***** Data supplied

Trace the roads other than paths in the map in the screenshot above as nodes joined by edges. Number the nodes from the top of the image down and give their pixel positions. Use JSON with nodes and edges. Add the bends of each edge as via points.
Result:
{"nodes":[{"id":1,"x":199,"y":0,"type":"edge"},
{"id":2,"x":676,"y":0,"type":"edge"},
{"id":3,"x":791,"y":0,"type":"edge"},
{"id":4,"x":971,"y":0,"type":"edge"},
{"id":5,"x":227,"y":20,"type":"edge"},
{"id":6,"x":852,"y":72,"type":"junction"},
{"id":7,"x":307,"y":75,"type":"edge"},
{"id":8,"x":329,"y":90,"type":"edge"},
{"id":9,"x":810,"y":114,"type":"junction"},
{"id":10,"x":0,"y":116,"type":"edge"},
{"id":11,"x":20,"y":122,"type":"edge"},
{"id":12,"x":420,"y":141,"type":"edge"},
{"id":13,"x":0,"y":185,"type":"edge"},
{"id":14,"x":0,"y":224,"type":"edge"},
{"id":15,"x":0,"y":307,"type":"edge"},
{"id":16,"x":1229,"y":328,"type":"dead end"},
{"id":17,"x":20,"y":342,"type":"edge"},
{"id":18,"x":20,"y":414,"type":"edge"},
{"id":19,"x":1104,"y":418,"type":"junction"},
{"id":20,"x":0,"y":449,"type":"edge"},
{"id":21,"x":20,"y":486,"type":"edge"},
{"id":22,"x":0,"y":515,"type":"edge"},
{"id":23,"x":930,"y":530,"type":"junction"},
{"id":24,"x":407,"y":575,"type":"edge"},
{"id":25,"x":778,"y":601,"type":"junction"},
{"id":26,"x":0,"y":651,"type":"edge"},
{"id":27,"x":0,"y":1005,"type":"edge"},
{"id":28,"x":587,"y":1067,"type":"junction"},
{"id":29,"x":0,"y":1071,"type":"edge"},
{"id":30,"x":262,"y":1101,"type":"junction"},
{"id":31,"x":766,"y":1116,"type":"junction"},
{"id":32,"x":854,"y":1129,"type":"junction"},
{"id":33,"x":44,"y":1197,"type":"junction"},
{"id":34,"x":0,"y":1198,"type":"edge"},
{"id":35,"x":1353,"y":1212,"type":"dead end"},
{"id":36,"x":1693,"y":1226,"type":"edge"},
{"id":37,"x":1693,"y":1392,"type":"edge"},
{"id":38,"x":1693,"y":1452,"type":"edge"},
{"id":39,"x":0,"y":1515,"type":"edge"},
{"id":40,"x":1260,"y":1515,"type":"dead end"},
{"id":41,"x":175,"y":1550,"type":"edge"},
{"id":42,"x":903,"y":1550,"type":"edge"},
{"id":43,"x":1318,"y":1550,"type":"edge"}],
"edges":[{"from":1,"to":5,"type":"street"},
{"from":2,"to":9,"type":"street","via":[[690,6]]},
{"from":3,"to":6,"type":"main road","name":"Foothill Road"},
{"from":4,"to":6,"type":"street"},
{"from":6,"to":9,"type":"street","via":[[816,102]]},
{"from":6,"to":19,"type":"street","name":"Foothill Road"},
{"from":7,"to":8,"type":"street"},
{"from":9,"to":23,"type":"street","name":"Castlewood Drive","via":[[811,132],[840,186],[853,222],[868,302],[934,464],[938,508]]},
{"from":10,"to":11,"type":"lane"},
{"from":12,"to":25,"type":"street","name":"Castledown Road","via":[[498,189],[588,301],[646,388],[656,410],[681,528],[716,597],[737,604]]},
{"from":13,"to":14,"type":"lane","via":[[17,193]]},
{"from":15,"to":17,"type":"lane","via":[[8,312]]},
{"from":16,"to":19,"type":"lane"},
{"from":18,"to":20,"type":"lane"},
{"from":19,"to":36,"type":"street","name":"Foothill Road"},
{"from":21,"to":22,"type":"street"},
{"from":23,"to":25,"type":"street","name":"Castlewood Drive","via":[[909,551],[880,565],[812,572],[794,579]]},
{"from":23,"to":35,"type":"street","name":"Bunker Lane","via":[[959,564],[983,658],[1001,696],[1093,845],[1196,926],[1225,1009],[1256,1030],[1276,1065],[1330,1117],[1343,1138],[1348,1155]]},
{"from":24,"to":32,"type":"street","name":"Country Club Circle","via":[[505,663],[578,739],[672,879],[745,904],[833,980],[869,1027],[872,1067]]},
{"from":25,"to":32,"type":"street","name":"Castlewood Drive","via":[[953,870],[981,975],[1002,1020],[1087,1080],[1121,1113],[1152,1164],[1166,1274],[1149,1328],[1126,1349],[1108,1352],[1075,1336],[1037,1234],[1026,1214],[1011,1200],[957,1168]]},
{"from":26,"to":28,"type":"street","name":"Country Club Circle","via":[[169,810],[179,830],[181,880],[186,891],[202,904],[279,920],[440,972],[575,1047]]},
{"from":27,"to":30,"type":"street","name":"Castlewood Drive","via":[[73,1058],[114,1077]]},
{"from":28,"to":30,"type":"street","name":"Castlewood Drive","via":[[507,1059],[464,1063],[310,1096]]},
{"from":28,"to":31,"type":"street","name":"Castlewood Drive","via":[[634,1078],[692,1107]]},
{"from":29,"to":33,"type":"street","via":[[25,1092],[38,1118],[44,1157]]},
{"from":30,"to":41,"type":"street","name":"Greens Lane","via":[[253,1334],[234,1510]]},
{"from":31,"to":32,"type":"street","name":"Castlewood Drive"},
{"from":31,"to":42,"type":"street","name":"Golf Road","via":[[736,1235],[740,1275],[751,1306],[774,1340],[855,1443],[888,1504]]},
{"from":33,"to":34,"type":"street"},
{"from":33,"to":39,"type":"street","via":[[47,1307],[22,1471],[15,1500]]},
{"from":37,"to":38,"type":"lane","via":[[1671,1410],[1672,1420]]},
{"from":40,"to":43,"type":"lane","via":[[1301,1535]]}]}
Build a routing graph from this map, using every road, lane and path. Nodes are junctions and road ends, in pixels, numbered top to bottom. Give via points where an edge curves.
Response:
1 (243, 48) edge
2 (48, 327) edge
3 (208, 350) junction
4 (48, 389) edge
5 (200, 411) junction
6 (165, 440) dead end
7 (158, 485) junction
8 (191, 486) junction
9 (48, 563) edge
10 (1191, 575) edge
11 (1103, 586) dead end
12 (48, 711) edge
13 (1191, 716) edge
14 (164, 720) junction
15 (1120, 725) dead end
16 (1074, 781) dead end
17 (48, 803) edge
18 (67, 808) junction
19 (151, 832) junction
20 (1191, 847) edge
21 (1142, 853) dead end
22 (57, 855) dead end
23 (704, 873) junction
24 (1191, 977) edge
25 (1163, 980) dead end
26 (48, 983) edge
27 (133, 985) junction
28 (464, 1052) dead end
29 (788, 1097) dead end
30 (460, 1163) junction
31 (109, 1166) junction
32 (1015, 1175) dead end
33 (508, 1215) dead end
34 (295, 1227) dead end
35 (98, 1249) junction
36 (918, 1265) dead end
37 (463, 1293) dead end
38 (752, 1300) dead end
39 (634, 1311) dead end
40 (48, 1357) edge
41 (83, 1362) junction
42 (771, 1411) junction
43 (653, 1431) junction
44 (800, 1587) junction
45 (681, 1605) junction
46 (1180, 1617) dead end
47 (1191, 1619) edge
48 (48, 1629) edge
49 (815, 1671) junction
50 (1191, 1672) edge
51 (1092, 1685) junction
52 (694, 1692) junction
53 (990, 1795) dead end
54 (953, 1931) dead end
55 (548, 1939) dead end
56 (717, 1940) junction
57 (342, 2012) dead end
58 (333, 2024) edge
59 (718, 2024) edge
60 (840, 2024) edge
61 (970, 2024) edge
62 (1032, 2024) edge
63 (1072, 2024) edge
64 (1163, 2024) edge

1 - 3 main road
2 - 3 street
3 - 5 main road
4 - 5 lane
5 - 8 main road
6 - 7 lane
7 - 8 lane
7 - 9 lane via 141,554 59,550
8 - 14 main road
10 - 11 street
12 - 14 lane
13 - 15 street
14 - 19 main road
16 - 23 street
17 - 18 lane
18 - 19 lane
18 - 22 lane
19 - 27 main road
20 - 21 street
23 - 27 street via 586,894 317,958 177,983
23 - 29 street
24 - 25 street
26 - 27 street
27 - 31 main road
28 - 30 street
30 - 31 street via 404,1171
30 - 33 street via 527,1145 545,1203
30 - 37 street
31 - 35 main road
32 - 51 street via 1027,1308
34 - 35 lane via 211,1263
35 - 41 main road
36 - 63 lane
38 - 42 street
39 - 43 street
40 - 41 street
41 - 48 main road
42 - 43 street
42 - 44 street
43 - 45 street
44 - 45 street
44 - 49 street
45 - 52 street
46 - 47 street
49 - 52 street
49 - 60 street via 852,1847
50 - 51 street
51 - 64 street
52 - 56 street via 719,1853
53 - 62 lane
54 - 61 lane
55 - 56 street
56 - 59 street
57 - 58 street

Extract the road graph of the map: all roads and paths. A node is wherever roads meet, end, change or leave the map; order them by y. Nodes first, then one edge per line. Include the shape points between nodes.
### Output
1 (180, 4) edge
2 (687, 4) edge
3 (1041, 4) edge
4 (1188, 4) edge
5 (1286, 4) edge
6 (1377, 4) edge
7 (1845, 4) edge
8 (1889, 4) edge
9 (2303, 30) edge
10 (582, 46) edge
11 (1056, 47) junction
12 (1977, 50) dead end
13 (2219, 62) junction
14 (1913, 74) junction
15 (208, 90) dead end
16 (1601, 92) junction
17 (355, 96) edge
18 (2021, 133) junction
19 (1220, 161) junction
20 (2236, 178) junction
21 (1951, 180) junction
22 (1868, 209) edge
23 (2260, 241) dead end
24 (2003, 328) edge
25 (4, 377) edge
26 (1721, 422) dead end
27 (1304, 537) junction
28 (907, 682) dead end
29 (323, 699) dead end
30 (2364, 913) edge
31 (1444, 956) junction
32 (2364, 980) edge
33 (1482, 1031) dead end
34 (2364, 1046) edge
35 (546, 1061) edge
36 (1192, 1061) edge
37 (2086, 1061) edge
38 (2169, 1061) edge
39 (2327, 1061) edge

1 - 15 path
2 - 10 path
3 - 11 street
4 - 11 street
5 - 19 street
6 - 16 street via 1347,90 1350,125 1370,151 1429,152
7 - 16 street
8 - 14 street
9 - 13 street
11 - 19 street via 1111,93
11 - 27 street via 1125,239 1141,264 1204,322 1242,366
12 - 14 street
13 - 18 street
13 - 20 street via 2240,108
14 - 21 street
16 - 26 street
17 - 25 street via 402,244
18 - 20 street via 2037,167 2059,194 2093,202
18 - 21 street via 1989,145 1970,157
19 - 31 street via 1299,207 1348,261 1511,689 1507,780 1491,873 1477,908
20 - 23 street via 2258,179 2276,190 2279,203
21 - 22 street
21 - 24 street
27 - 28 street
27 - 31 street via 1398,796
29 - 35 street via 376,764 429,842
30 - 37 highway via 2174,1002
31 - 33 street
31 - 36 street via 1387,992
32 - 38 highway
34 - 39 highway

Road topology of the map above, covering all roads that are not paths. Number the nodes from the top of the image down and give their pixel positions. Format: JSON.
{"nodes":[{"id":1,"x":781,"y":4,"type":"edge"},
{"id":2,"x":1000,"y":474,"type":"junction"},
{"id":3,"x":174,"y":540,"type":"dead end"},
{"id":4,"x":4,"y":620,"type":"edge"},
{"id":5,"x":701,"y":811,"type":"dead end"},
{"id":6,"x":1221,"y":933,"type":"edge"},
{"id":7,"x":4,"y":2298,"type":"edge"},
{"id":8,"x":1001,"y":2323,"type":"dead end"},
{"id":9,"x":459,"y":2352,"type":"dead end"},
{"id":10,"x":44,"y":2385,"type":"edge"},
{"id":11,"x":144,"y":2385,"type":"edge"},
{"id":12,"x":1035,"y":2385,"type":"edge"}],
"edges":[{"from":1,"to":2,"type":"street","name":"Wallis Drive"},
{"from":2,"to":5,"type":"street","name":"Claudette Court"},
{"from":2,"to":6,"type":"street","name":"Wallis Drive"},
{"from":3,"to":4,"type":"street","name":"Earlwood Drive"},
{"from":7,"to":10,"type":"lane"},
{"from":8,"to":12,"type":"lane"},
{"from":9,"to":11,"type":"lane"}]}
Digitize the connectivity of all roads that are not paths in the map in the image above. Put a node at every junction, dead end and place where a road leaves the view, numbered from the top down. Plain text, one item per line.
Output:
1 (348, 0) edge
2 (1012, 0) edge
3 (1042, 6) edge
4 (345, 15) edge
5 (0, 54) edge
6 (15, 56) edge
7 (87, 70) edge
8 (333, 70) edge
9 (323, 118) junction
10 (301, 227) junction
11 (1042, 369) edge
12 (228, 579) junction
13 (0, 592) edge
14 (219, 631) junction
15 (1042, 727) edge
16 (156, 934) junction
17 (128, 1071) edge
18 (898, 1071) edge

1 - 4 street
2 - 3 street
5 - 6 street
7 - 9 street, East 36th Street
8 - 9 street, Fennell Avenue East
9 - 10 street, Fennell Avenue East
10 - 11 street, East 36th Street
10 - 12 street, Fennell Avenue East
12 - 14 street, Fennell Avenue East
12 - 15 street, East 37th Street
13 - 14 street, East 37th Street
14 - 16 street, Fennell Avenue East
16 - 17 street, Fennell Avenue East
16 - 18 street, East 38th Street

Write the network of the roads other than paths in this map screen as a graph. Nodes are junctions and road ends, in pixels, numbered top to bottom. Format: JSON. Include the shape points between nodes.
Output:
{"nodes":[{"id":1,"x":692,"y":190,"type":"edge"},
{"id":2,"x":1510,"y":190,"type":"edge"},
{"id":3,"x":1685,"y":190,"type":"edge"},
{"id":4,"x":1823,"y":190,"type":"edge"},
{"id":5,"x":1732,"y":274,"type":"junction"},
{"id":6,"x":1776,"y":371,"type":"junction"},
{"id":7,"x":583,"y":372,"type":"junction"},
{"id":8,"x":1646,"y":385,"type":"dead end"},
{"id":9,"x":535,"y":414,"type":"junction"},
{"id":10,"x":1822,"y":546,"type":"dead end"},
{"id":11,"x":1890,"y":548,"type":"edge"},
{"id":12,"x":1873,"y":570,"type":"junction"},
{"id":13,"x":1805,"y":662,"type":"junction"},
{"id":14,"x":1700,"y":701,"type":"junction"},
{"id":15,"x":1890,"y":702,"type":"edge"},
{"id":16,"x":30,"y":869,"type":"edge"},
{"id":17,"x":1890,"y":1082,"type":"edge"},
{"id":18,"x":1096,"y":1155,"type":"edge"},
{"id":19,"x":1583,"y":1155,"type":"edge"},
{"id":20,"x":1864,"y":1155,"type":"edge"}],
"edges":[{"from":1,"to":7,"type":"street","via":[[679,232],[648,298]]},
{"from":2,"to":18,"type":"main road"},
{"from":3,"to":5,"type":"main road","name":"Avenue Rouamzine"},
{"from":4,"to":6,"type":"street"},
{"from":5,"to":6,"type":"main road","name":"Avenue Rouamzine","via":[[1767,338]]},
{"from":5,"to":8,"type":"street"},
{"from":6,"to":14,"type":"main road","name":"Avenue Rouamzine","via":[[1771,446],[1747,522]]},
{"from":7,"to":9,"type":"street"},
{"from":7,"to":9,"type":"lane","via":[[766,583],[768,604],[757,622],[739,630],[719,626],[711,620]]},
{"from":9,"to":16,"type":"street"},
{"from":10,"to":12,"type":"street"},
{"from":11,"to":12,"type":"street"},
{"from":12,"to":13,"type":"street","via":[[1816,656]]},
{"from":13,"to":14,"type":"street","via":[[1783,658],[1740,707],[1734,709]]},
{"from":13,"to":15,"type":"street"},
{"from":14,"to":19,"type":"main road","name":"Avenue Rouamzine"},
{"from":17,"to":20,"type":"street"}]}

**********

— What the task asks —
Go through the listing above and return every line where the word "Country" occurs.

— Response area —
{"from":24,"to":32,"type":"street","name":"Country Club Circle","via":[[505,663],[578,739],[672,879],[745,904],[833,980],[869,1027],[872,1067]]},
{"from":26,"to":28,"type":"street","name":"Country Club Circle","via":[[169,810],[179,830],[181,880],[186,891],[202,904],[279,920],[440,972],[575,1047]]},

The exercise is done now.